Habemus Papam commence comme un documentaire, avec des images prises, par d’autres, à Rome durant la longue période de funérailles de Jean Paul II. Mais à la façon dont la mise en scène embraye fissa en fiction, et à voir comment le réalisateur en profite pour égratigner la télé italienne, sbires des spectacles berlusconiens, imbéciles à micros incapables de distinguer la couleur d’une fumée et meublant leur ignorance en tout par un babil vidé de toute substance, on comprend que Habemus Papam renoue avec le Moretti de Palombella Rossa. Celui, fumasse, qui prenait le prétexte d’un match de water-polo pour dire la liquidation du communisme, et insultait déjà au passage une journaliste à coups de «Mais comment tu parles ?»

On a beaucoup vu, à Cannes, les images où des cardinaux jouent au volley-ball en soutane, des cartes postales felliniennes qui ne sont drôles qu’à l’intérieur du régime général du film, où il s’agit - comme dans Pater de Cavalier - de replacer l’homme de pouvoir là où est sa vérité : toujours un pied dehors de ses marques.

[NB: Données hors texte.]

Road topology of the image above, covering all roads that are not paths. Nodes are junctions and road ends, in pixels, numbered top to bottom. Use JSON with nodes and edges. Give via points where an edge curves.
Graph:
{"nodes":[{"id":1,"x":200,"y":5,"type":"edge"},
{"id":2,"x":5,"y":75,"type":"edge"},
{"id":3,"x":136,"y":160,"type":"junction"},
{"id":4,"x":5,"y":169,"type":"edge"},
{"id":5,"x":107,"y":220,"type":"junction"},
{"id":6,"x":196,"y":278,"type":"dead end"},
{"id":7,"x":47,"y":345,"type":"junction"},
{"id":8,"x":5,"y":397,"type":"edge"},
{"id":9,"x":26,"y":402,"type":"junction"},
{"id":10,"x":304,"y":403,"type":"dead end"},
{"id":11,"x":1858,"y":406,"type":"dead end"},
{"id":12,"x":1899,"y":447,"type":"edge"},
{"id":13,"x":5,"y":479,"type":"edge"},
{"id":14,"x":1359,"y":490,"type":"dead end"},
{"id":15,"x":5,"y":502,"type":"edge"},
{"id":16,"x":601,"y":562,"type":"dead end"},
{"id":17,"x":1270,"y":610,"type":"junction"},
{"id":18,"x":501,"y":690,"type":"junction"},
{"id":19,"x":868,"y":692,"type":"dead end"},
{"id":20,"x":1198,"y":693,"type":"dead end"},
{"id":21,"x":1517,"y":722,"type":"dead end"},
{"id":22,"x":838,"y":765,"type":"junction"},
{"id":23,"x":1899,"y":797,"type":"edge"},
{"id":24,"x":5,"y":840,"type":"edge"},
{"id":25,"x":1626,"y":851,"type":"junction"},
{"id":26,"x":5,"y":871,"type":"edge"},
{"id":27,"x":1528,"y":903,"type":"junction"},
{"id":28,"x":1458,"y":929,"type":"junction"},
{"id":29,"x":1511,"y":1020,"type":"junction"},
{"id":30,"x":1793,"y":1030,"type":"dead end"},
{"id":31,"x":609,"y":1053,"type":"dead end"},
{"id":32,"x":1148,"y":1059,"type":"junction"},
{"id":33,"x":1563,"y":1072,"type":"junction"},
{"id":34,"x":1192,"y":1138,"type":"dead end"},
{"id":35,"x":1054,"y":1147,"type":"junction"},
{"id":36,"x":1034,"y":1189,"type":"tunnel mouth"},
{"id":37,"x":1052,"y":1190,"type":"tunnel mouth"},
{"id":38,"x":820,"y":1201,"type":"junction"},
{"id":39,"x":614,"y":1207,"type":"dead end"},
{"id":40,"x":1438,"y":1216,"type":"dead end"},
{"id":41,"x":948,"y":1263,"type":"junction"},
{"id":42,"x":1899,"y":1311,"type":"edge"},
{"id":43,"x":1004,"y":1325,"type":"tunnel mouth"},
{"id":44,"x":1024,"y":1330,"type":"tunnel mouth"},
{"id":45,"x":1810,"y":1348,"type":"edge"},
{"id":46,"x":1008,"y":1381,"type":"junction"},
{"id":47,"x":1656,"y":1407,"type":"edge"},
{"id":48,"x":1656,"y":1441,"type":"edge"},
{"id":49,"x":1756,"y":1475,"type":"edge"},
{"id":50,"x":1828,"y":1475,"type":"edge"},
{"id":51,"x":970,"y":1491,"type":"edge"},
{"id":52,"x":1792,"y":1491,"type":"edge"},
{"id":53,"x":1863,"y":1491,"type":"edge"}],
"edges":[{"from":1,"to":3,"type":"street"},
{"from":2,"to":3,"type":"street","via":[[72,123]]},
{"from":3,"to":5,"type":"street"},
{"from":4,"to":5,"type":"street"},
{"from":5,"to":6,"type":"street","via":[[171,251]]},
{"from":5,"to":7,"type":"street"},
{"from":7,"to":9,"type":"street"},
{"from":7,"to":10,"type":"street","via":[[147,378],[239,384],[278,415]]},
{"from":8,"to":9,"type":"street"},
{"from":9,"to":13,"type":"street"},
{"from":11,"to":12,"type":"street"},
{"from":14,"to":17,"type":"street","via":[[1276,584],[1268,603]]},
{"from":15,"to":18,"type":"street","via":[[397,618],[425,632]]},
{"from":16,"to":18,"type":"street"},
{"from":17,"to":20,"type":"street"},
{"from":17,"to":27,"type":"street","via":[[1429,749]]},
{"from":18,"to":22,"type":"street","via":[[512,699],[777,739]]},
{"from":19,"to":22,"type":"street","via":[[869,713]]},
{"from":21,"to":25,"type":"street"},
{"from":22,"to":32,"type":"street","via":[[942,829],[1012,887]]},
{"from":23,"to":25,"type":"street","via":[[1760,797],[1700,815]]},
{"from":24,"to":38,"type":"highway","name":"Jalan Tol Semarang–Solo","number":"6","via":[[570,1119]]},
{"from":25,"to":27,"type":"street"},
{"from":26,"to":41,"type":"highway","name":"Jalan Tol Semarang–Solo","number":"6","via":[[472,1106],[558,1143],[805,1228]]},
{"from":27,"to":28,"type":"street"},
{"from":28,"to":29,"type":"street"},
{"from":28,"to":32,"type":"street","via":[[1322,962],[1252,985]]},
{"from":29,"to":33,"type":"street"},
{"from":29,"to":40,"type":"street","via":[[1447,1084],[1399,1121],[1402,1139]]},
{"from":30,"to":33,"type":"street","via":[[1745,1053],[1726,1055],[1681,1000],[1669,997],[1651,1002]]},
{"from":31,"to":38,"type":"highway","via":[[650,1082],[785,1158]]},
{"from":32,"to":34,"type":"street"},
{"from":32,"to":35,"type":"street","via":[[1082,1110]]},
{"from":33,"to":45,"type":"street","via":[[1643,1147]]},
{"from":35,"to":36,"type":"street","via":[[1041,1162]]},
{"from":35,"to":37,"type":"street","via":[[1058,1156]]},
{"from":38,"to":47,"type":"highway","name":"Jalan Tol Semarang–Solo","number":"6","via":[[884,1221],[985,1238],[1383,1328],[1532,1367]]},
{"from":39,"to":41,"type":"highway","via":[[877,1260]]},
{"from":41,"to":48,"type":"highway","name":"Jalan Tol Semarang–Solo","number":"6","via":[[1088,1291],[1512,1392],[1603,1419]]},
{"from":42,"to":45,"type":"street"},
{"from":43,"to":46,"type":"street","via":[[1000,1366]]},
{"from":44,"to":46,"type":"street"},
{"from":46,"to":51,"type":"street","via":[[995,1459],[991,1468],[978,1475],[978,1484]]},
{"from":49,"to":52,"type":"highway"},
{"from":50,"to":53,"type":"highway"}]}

Le pape selon Moretti est un acteur, un névrosé, un sportif amateur, un imbécile au sens tragique du terme : un homme. Qui les vaut tous et que tous valent… Le schéma d’un dialogue d’attention mutuelle entre un Moretti psychanalyste et son sujet de pape Piccoli - récitant de tête la Mouette de Tchekhov mais incapable d’endosser la robe, donc le costume et le rôle qui lui est alloué - ne laisse entrevoir qu’une partie seulement du pouvoir de fascination que déploie le film : sa causticité passe-muraille.

La mise en scène, organisée comme celle d’un ballet, imprime quelque chose d’aérien, aussi bien dans les scènes tournées en studio (où furent reconstituées à l’identique certaines pièces du Vatican) que dans les plans magnifiques de Piccoli, visage collé à la vitre d’un bus roulant dans Rome la nuit et disant avec des yeux de gosse combien le monde extérieur est suffisamment beau, opaque, pour être joué en anonyme parmi les anonymes.